[squid-dev] [PATCH] assertion failed: Write.cc:41: "!ccb->active()"

Alex Rousskov rousskov at measurement-factory.com
Thu Mar 10 21:35:51 UTC 2016


On 03/10/2016 12:14 PM, Christos Tsantilas wrote:

>  I am attaching two patches for this bug. 

I will re-summarize the problem we are dealing with using higher-level
concepts so that it is easier to grok what Christos is talking about:

1. Ftp::Client cannot deal with more than one FTP command at a time.

2. Ftp::Server must _delay_ reading the next FTP command due to #1.

3. Delaying is complicated because Ftp::Server receives responses from
   "Squid" (ICAP, errors, caching, etc.), and not Ftp::Client itself:
   Ftp:Server may receive a response for the current FTP command
   long _before_ Ftp::Client is done dealing with that same command!
   Christos has highlighted a few specific cases where that happens.

   [ In HTTP, this problem is much smaller because the two Squid HTTP
     sides do not share much state: New Http::Client objects are created
     as needed for the same ConnStateData object while the old ones
     are finishing their Http::Client jobs. ]

4. The current Squid code (v3.5 and trunk) contains a mechanism for #2,
   but that mechanism does not handle a now-known race condition. The
   bug leads to the Write.cc assertion. Our take1 patch fixes that bug.

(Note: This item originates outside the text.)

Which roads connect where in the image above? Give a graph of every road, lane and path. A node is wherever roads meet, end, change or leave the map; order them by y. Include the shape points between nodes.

5. While working on #4, we realized that the existing mechanism for #2
   relies on Ftp::Client existence and other conditions that may not
   materialize. If things go wrong, Ftp::Server may get stuck waiting
   for Ftp::Client that either did not exist or did not end the wait.
   Our take2 patch revises the mechanism for #2 to be much more robust.
   We do not know of any specific way to hit the bugs fixed by take2,
   but that does not mean it is (and will remain) impossible.

Take2 also relays FTP origin errors to the FTP user in more cases.

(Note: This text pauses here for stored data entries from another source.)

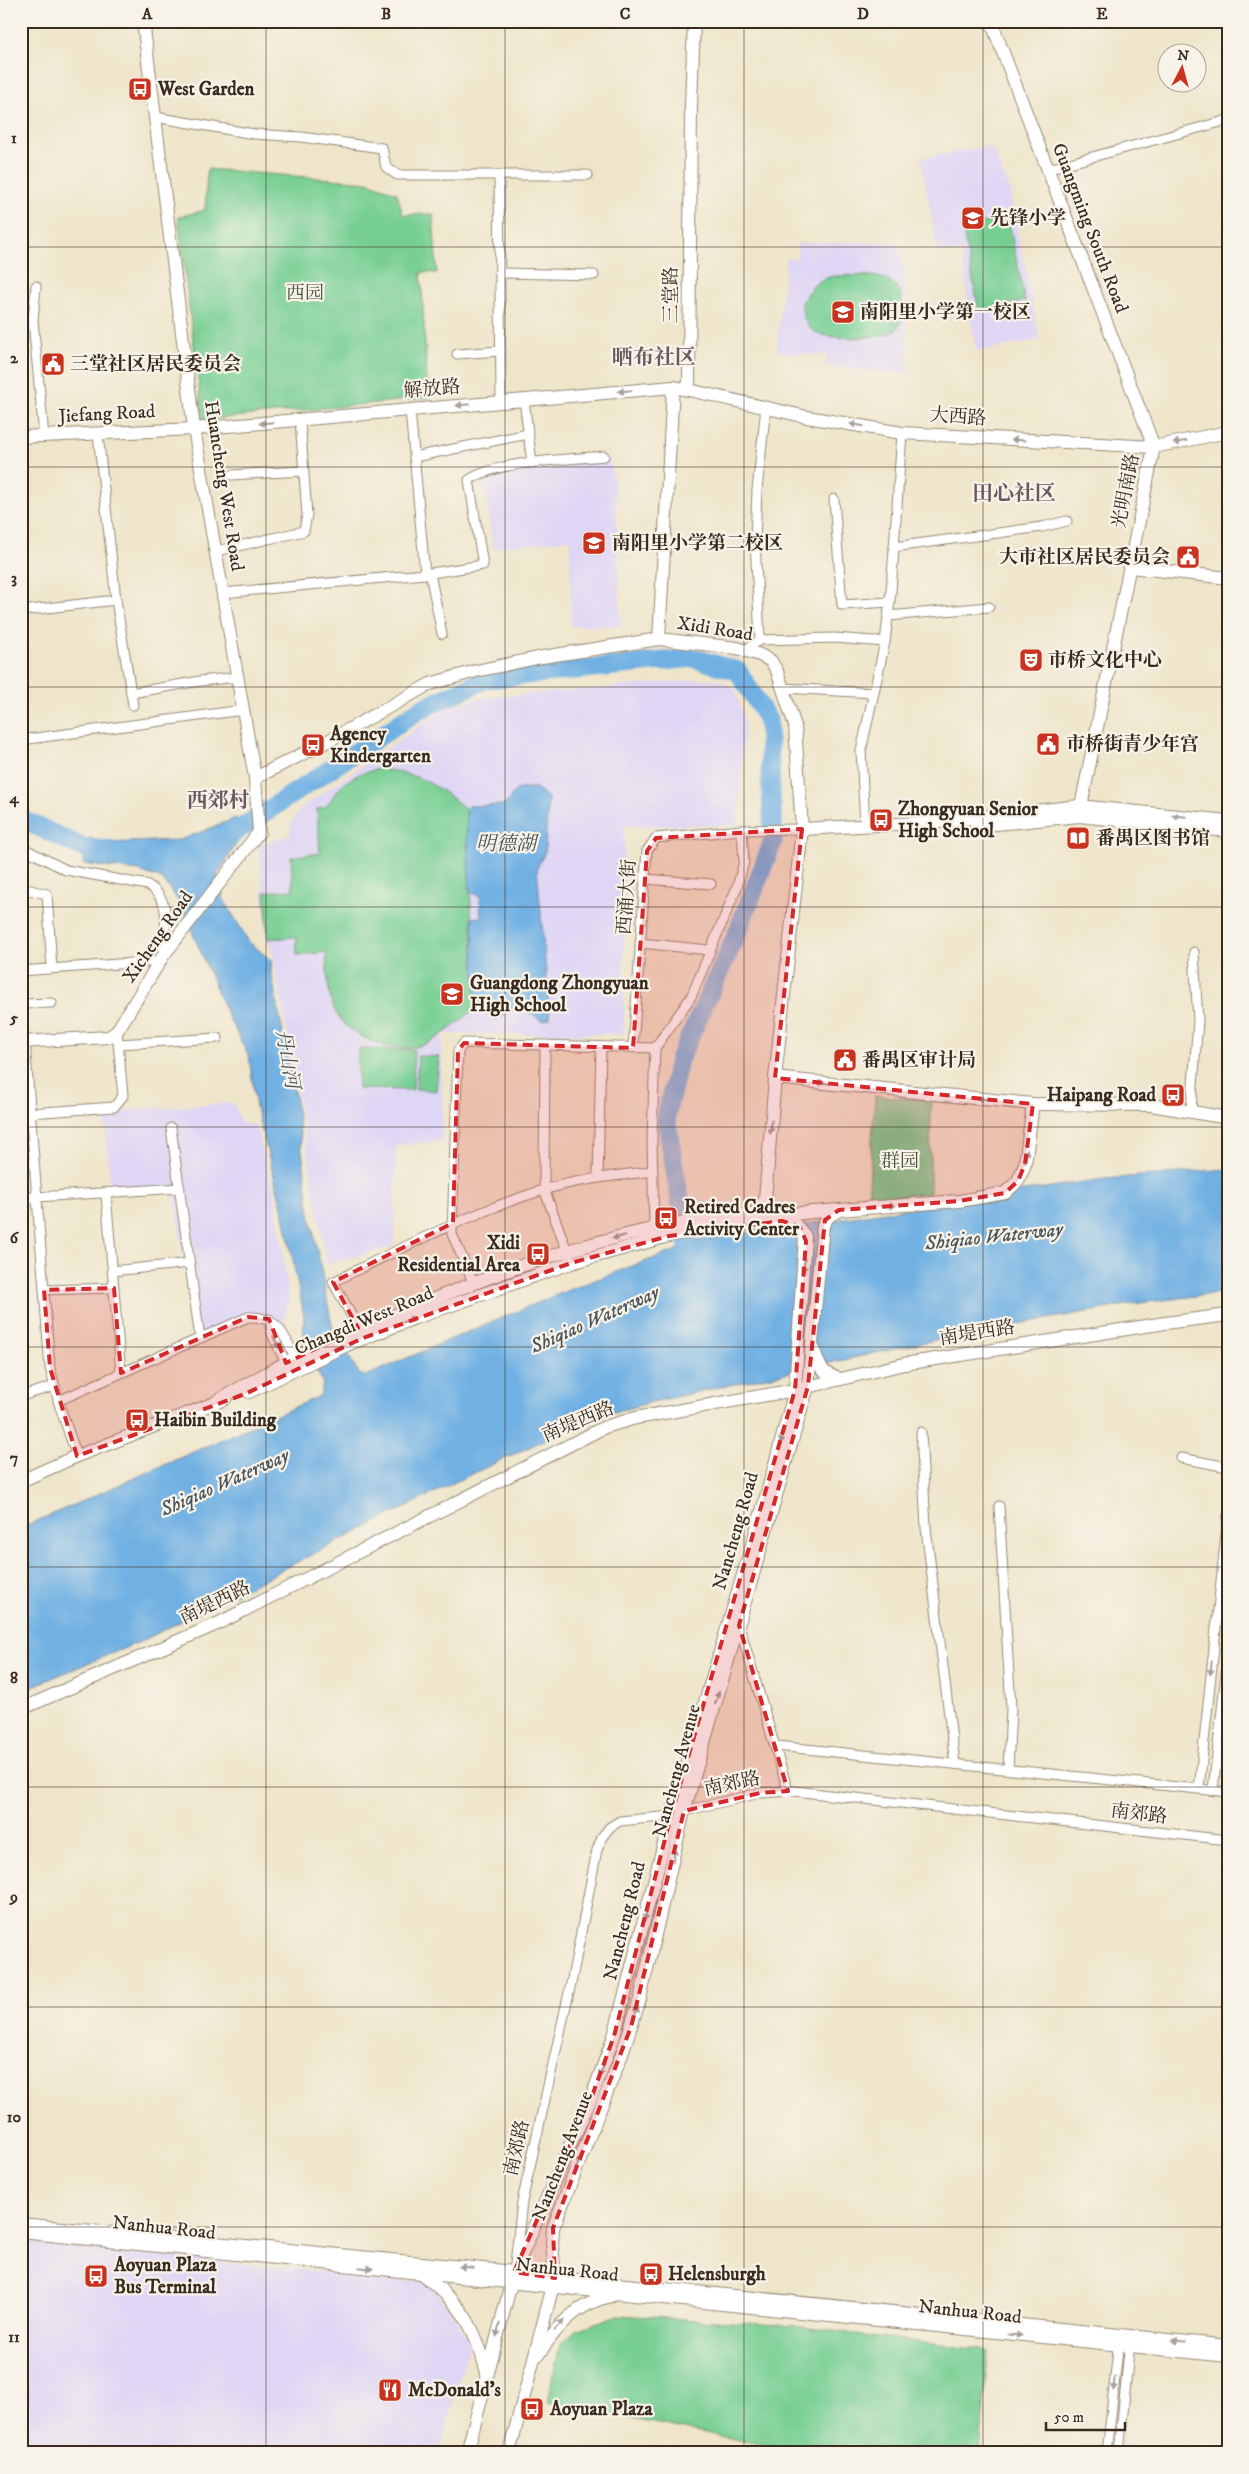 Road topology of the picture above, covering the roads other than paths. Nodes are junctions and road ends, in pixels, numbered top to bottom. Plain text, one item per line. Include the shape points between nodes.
1 (143, 21) edge
2 (694, 21) edge
3 (991, 21) edge
4 (155, 117) junction
5 (1228, 120) edge
6 (1048, 170) junction
7 (499, 175) junction
8 (588, 175) dead end
9 (500, 273) junction
10 (594, 275) dead end
11 (36, 286) dead end
12 (501, 351) junction
13 (457, 354) dead end
14 (673, 387) junction
15 (689, 390) junction
16 (524, 400) junction
17 (501, 402) junction
18 (766, 407) junction
19 (410, 410) junction
20 (300, 420) junction
21 (194, 429) junction
22 (902, 432) junction
23 (1228, 432) edge
24 (98, 434) junction
25 (528, 434) junction
26 (44, 436) junction
27 (21, 437) edge
28 (1154, 447) junction
29 (604, 456) dead end
30 (414, 457) junction
31 (532, 463) junction
32 (304, 471) junction
33 (231, 476) dead end
34 (834, 499) dead end
35 (1067, 521) dead end
36 (894, 547) junction
37 (216, 551) junction
38 (1130, 567) junction
39 (428, 573) junction
40 (1228, 578) edge
41 (223, 593) junction
42 (116, 600) junction
43 (890, 602) junction
44 (989, 606) dead end
45 (21, 611) edge
46 (888, 616) junction
47 (442, 634) dead end
48 (659, 639) junction
49 (760, 640) junction
50 (885, 642) junction
51 (745, 650) junction
52 (238, 677) junction
53 (783, 688) junction
54 (131, 693) junction
55 (874, 693) junction
56 (133, 705) dead end
57 (243, 710) junction
58 (21, 740) edge
59 (255, 778) junction
60 (1080, 811) junction
61 (1228, 821) edge
62 (865, 826) junction
63 (802, 829) junction
64 (742, 830) junction
65 (1228, 831) edge
66 (21, 847) edge
67 (645, 879) junction
68 (711, 884) dead end
69 (21, 888) edge
70 (640, 943) junction
71 (709, 950) junction
72 (1194, 952) dead end
73 (161, 958) junction
74 (52, 968) junction
75 (21, 970) edge
76 (52, 1003) dead end
77 (21, 1004) edge
78 (118, 1031) junction
79 (218, 1038) dead end
80 (23, 1042) edge
81 (118, 1044) junction
82 (545, 1045) junction
83 (601, 1047) junction
84 (633, 1048) junction
85 (655, 1048) junction
86 (775, 1078) junction
87 (1033, 1104) junction
88 (1191, 1111) junction
89 (31, 1118) junction
90 (1228, 1118) edge
91 (21, 1123) edge
92 (171, 1128) dead end
93 (653, 1172) junction
94 (598, 1178) junction
95 (180, 1188) junction
96 (544, 1189) junction
97 (766, 1193) junction
98 (106, 1194) junction
99 (21, 1198) edge
100 (37, 1199) junction
101 (839, 1210) junction
102 (789, 1218) junction
103 (713, 1222) junction
104 (453, 1224) junction
105 (663, 1229) junction
106 (569, 1257) junction
107 (190, 1263) junction
108 (112, 1271) junction
109 (473, 1282) junction
110 (114, 1288) junction
111 (44, 1290) junction
112 (1228, 1316) edge
113 (361, 1333) junction
114 (200, 1338) junction
115 (812, 1344) junction
116 (297, 1361) junction
117 (121, 1373) junction
118 (841, 1379) junction
119 (809, 1381) junction
120 (796, 1384) junction
121 (55, 1386) junction
122 (21, 1396) edge
123 (58, 1401) junction
124 (217, 1401) junction
125 (921, 1432) dead end
126 (77, 1456) junction
127 (1181, 1458) dead end
128 (1228, 1467) edge
129 (21, 1481) edge
130 (999, 1506) dead end
131 (1228, 1516) edge
132 (739, 1625) junction
133 (1228, 1656) edge
134 (21, 1709) edge
135 (776, 1746) junction
136 (955, 1764) junction
137 (1008, 1769) junction
138 (1199, 1789) junction
139 (1213, 1790) junction
140 (788, 1791) junction
141 (1228, 1792) edge
142 (684, 1811) junction
143 (672, 1816) junction
144 (1228, 1840) edge
145 (21, 2224) edge
146 (21, 2232) edge
147 (422, 2274) junction
148 (512, 2277) junction
149 (554, 2283) junction
150 (618, 2294) junction
151 (1124, 2341) junction
152 (1228, 2346) edge
153 (1228, 2356) edge
154 (532, 2366) junction
155 (487, 2374) junction
156 (509, 2452) edge
157 (466, 2453) edge
158 (1107, 2453) edge
159 (1119, 2453) edge

1 - 4 street, Huancheng West Road
2 - 15 street, 三堂路
3 - 6 street, Guangming South Road
4 - 7 street via 254,134 382,148 386,166 397,176
4 - 21 street, Huancheng West Road
5 - 6 street
6 - 28 street, Guangming South Road
7 - 8 street
7 - 9 street
9 - 10 street
9 - 12 street
11 - 26 street via 33,321
12 - 13 street
12 - 17 street
14 - 15 street
14 -> 16 street, 解放路
14 - 48 street
15 - 18 street, 大西路
16 - 17 street, 解放路
16 - 25 street
17 -> 19 street, 解放路
22 -> 18 street, 大西路
18 - 49 street via 755,541
19 - 20 street, 解放路
19 - 30 street
20 -> 21 street, 解放路
20 - 32 street
21 - 24 street, Jiefang Road
21 - 37 street, Huancheng West Road
28 -> 22 street, 大西路
22 - 36 street
23 -> 28 street, 大西路
24 - 26 street, Jiefang Road
24 - 42 street
25 - 30 street
25 - 31 street
26 - 27 street, Jiefang Road
28 - 38 street, 光明南路
29 - 31 street
30 - 39 street
31 - 39 street via 479,474 469,480 483,565
32 - 33 street
32 - 37 street via 307,515 304,531
34 - 43 street via 842,605
35 - 36 street
36 - 43 street
37 - 41 street, Huancheng West Road
38 - 40 street
38 - 60 street, 光明南路
39 - 41 street
39 - 47 street
41 - 52 street, Huancheng West Road
42 - 45 street
42 - 54 street
43 - 46 street
44 - 46 street
46 - 50 street
48 - 51 street, Xidi Road
48 - 59 street, Xidi Road via 542,657 430,684
49 - 50 street via 835,638
49 - 51 street
50 - 55 street
51 - 53 street, Xidi Road via 764,656 773,663
52 - 54 street
52 - 57 street, Huancheng West Road
53 - 55 street
53 - 63 street, Xidi Road via 795,726
54 - 56 street
55 - 62 street via 861,751
57 - 58 street
57 - 59 street, Huancheng West Road
59 - 73 street, Xicheng Road via 259,832
61 -> 60 street
60 - 62 street
60 - 63 street via 934,830 865,832
60 - 65 street
62 - 63 street
63 - 64 street, 西涌大街
63 - 86 street, Xidi Road
64 - 67 street, 西涌大街 via 656,838 646,851
64 - 71 street via 744,862 740,879
66 - 73 street via 66,870 148,885 159,892 165,905
67 - 68 street
67 - 70 street, 西涌大街
69 - 74 street via 47,894
70 - 71 street
70 - 84 street, 西涌大街
71 - 85 street via 691,996
72 - 88 street via 1198,1021
73 - 74 street
73 - 78 street, Xicheng Road
74 - 75 street
76 - 77 street
78 - 80 street via 109,1037
78 - 81 street
79 - 81 street
80 - 89 street
81 - 89 street via 123,1096 114,1107
82 - 83 street
82 - 96 street
82 - 104 street via 464,1043 458,1051
83 - 84 street
83 - 94 street
84 - 85 street
85 - 93 street
87 -> 86 street
86 -> 97 street, Xidi Road
87 - 88 street via 1151,1105
101 -> 87 street via 959,1201 1005,1193 1018,1180 1025,1164
88 - 90 street
89 - 91 street
89 - 100 street
92 - 95 street
93 - 94 street
93 - 105 street
94 - 96 street
95 - 98 street
95 - 107 street
96 - 104 street
96 - 106 street
97 - 102 street, Nancheng Road via 776,1210
97 - 103 street, Changdi West Road via 764,1204 757,1212
98 - 100 street
98 - 108 street
99 - 100 street
100 - 111 street
101 - 102 street
101 - 115 street, Nancheng Avenue via 823,1225
102 - 103 street, Changdi West Road via 760,1223
102 -> 120 street, Nancheng Road via 803,1232 806,1241
103 - 105 street, Changdi West Road
104 - 109 street via 452,1234
104 - 113 street via 333,1282
105 - 106 street, Changdi West Road
106 - 109 street, Changdi West Road
113 -> 106 street, Changdi West Road
107 - 108 street
107 - 114 street
108 - 110 street
109 - 113 street, Changdi West Road
110 - 111 street
110 - 117 street
111 - 121 street via 50,1368
112 - 118 street, 南堤西路 via 922,1361
113 - 116 street, Changdi West Road
114 - 116 street via 248,1317 262,1316 278,1325
114 - 117 street
115 - 118 street via 824,1372
115 - 119 street, Nancheng Avenue
116 - 124 street, Changdi West Road
116 - 124 street, Changdi West Road via 246,1394
117 - 123 street
118 - 119 street, 南堤西路
119 - 120 street, 南堤西路
119 - 132 street, Nancheng Avenue
120 - 134 street, 南堤西路 via 605,1427 218,1624
120 -> 143 street, Nancheng Road via 758,1526
121 - 122 street
121 - 123 street
123 - 126 street
124 - 126 street, Changdi West Road
125 - 136 street via 926,1528
126 - 129 street, Changdi West Road
127 - 128 street
130 - 137 street via 1012,1736
131 -> 138 street
132 - 135 street
142 -> 132 street, Nancheng Avenue
133 - 139 street
135 - 136 street
135 - 140 street
136 - 137 street
137 - 138 street
138 - 139 street
139 - 141 street
140 - 142 street, 南郊路 via 760,1793
140 - 144 street, 南郊路
142 - 143 street, 南郊路
149 -> 142 street, Nancheng Avenue via 553,2228 634,2020
143 -> 148 street, Nancheng Road via 607,2057
143 - 148 street, 南郊路 via 620,1821 610,1827 596,1850 572,1980 522,2202
148 -> 145 street, Nanhua Road
146 -> 147 street, Nanhua Road
147 - 148 street, Nanhua Road
147 - 155 street via 460,2307 478,2339
148 - 149 street, Nanhua Road
148 -> 155 street, Nancheng Road
149 - 150 street, Nanhua Road
149 - 151 street, Nanhua Road
149 - 154 street
150 -> 151 street, Nanhua Road
154 -> 150 street via 554,2331 576,2310
152 -> 151 street, Nanhua Road
151 - 153 street, Nanhua Road
151 -> 158 street
151 - 159 street
154 - 156 street
155 - 157 street, Nancheng Road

> One simple for squid-3.5 (t1
> patch) and one more complex (t2 patch). The simple patch solve the bug
> for now, but may leave other similar bugs in squid.

Amos, do you want us to port take2 to v3.5? The take1 patch for v3.5 is
enough to fix the known assertion. Take2 fixes that assertion as well,
but it is bigger because it also fixes design problems that may lead to
other bugs in v3.5. Which one do you want in v3.5?

For trunk/v4, there is no doubt in my mind that we should use take2 (or
its polished variant).


The rest is my take2 review.


> +    bool clientSideWaitingForUs; ///< whether the client is waiting for us

Let's avoid confusing "client side" and "client" terms in new code,
especially when it is Ftp::Server that is waiting:

  /// whether we are between Ftp::Server::startWaitingForOrigin() and
  /// Ftp::Server::stopWaitingForOrigin() calls
  bool originWaitInProgress;


> +void
> +Ftp::Relay::swanSong()
> +{
> +    if (clientSideWaitingForUs) {
> +        CbcPointer<ConnStateData> &mgr = fwd->request->clientConnectionManager;
> +        if (mgr.valid()) {
> +            if (Ftp::Server *srv = dynamic_cast<Ftp::Server*>(mgr.get())) {
> +                typedef UnaryMemFunT<Ftp::Server, int> CbDialer;
> +                AsyncCall::Pointer call = asyncCall(11, 3, "Ftp::Server::stopWaitingForOrigin",
> +                                                    CbDialer(srv, &Ftp::Server::stopWaitingForOrigin, 0));
> +                ScheduleCallHere(call);

and

>  void
>  Ftp::Relay::serverComplete()
>  {
>      CbcPointer<ConnStateData> &mgr = fwd->request->clientConnectionManager;
>      if (mgr.valid()) {
> +        if (clientSideWaitingForUs) {
> +            if (Ftp::Server *srv = dynamic_cast<Ftp::Server*>(mgr.get())) {
> +               typedef UnaryMemFunT<Ftp::Server, int> CbDialer;
> +               AsyncCall::Pointer call = asyncCall(11, 3, "Ftp::Server::stopWaitingForOrigin",
> +                                                   CbDialer(srv, &Ftp::Server::stopWaitingForOrigin, ctrl.replycode));
> +               ScheduleCallHere(call);
> +               clientSideWaitingForUs = false;
> +            }
> +        }


Let's move this nearly duplicated code into a new
Ftp::Relay::stopOriginWait(int code) method _and_ always clear
clientSideWaitingForUs/originWaitInProgress there.


>  void
>  Ftp::Server::writeForwardedReply(const HttpReply *reply)
>  {
>      Must(reply);
>  
> +    if (master->waitingForOrigin) {
> +        delayedReply = reply;
> +        return;
> +    }
> +

If this method is called twice while waitingForOrigin is true, should we
throw an exception, honor the first reply, or honor the last one? Please
adjust the code as need. *If* honoring the last reply is the best
strategy (which is what take2 does), add a comment:

    delayedReply = reply; // and forget any previous ones


> +    debugs(33, 5, "Transfering data in progress, waitting server side to finish");

I suggest using "waiting for Ftp::Client data transfer to end" for
brevity sake. This will also fix the two spelling errors in the above text.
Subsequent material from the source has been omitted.